◆ **About this task**
Everything in the data below is to be reproduced without any deviation.
-------------------------
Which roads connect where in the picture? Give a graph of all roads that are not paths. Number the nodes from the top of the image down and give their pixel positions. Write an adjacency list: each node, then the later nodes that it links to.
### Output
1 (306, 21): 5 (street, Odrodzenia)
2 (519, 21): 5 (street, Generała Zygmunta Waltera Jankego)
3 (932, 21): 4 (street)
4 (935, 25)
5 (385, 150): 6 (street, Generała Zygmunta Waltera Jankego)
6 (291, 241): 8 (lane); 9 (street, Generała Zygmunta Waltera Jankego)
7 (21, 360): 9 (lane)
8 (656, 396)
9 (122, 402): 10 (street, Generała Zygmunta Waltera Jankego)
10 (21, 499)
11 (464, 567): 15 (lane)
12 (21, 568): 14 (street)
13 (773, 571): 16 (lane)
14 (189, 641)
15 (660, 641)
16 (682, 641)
-------------------------
◆ **Result for this task**
Which roads connect where in the picture? Give a graph of all roads that are not paths. Number the nodes from the top of the image down and give their pixel positions. Write an adjacency list: each node, then the later nodes that it links to.
### Output
1 (306, 21): 5 (street, Odrodzenia)
2 (519, 21): 5 (street, Generała Zygmunta Waltera Jankego)
3 (932, 21): 4 (street)
4 (935, 25)
5 (385, 150): 6 (street, Generała Zygmunta Waltera Jankego)
6 (291, 241): 8 (lane); 9 (street, Generała Zygmunta Waltera Jankego)
7 (21, 360): 9 (lane)
8 (656, 396)
9 (122, 402): 10 (street, Generała Zygmunta Waltera Jankego)
10 (21, 499)
11 (464, 567): 15 (lane)
12 (21, 568): 14 (street)
13 (773, 571): 16 (lane)
14 (189, 641)
15 (660, 641)
16 (682, 641)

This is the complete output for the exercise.